Among 122 patients with a late reaction, 28 (23%) had a positive reaction on D7 and 14 (11.5%) after D7. The strength of positive patch test reactions was (+) in 85 (69.7%), (++) in 34 (27.9%), and (+++) in 3 (2.5%). One hundred and twenty-two late positive reactions consisted of: nickel sulfate 16.3%, cobalt chloride 9%, thimerosal 8.2%, both neomycin sulfate and palladium chloride 7.3%, polyethylene glycol 6.6%, potassium dichromate 4.9%, and other less frequent allergens. On the other hand, if the ratio of late positivity (reacting on D4 and/or D7) according to the total number of positive reactions for each allergen was determined as ‘’relative incidence’’, the following rates were obtained: budesonide (100%, 1/1), neomycin sulfate (69.2%, 9/13), gold sodium thiosulfate (50%, 2/4), epoxy resin (42.9%, 3/7) and polyethylene glycol (42.1%, 8/19). Contact allergens with the greatest “relative incidence” regarding positive reactions on D7 or later were budesonide (100%), neomycin sulfate (38.5%), gold sodium thiosulfate (25%), lanolin alcohols (22.2%), epoxy resin (14.3%), Euxyl® K400 (14.3%), cobalt chloride (12.5%), polyethylene glycol (10.5%), and thimerosal (10.2%). Only one patient showed late reactions to methylchloroisothiazolinone/methylisothiazolinone (MCI/MI) on D7, not reacting on D4. Additional patch testing to ascertain whether active sensitization had occurred was performed on 14 subjects out of the 42 individuals with a late positive reaction on D7 or later. Among them, two patients (14.3%) were found to have active sensitization (one to cobalt chloride, the other to p-phenylenediamine). Any late positive reaction was reacted with benzocaine, clioquinol/quinoline mix, mercapto mix, 4,4’-diaminodiphenylmethane, quaternium-15, carba mix, toluene sulfonamide formaldehyde resin (TSF), hydroxyisohexyl 3-cyclohexene carboxaldehyde (Lyral®), methyl dibromo glutaronitrile, zinc diethyldithiocarbamate.


Discussion

Determination of the optimal reading time is essential for patch testing, both in terms of the reliability of the patch test results and the accuracy of detecting allergens yielding late-positive reactions. In the current study, 97.7% of patients had at least one positive patch test reaction of which 651 (84.2%) appeared as early positive reactions and 122 (15.8%) as late positive reactions. Findings of the present study show that the great majority of patients with a positive reaction can be detected on days 2 and 3. However, our data showed that if D3 was designated as the final analysis time point, 15.8% of the positive reactions would have been missed.
That underlined the necessity of readings on D4 and later. Moreover, if D7 and later readings had not been performed, 5.4% of the positive reactions would have been missed.

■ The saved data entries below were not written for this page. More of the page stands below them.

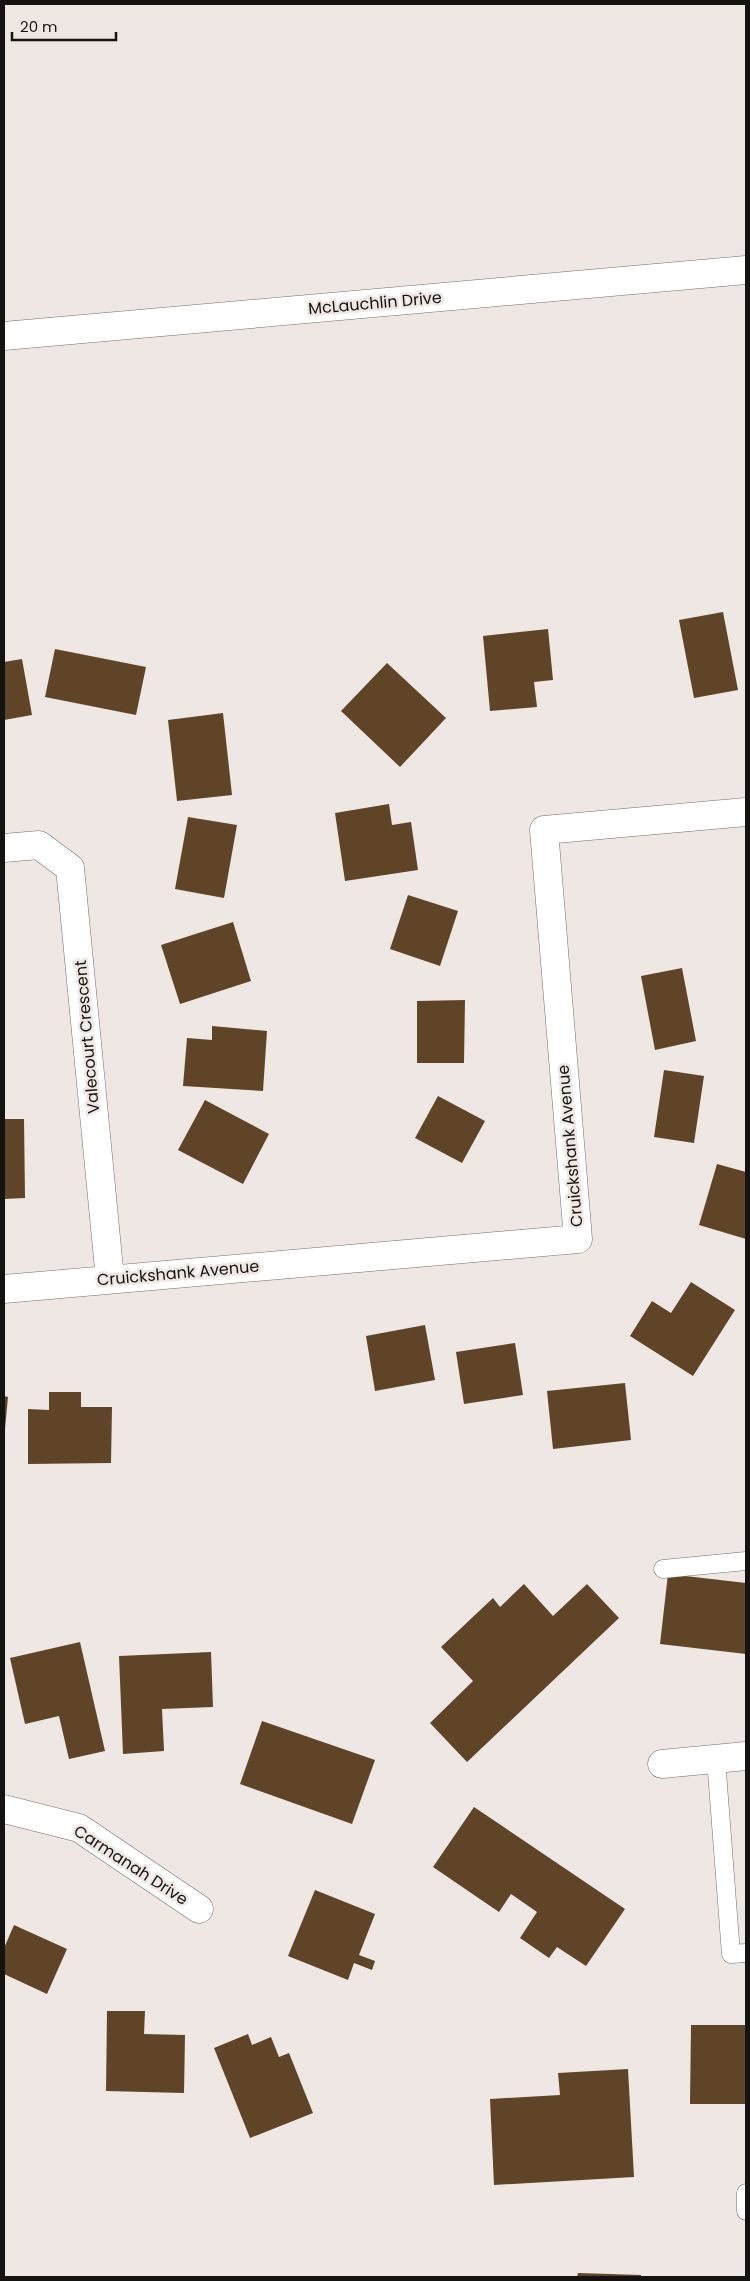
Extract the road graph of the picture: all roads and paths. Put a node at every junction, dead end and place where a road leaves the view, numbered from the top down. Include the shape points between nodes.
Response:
1 (746, 270) edge
2 (4, 336) edge
3 (746, 812) edge
4 (4, 848) edge
5 (110, 1279) junction
6 (4, 1289) edge
7 (746, 1561) edge
8 (663, 1569) dead end
9 (746, 1756) edge
10 (716, 1759) junction
11 (662, 1764) dead end
12 (4, 1809) edge
13 (199, 1909) dead end
14 (746, 1953) edge
15 (746, 2193) edge
16 (746, 2211) edge

1 - 2 street, McLauchlin Drive
3 - 5 street, Cruickshank Avenue via 544,830 578,1239
4 - 5 street, Valecourt Crescent via 39,845 70,868
5 - 6 street, Cruickshank Avenue
7 - 8 lane
9 - 10 street
10 - 11 street
10 - 14 lane via 732,1954
12 - 13 street, Carmanah Drive via 79,1828
15 - 16 lane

It is difficult to compare our results with those of other studies because different “reading time” protocols have been used for patch testing of contact allergens. Moreover, the assigned days for “late” reading may vary considerably. Late readings are commonly characterized as occurring after D3 or D4 in certain research based on late patch-test reactions [13]; while the delayed reading period is defined as beginning at D7 in other [14,15].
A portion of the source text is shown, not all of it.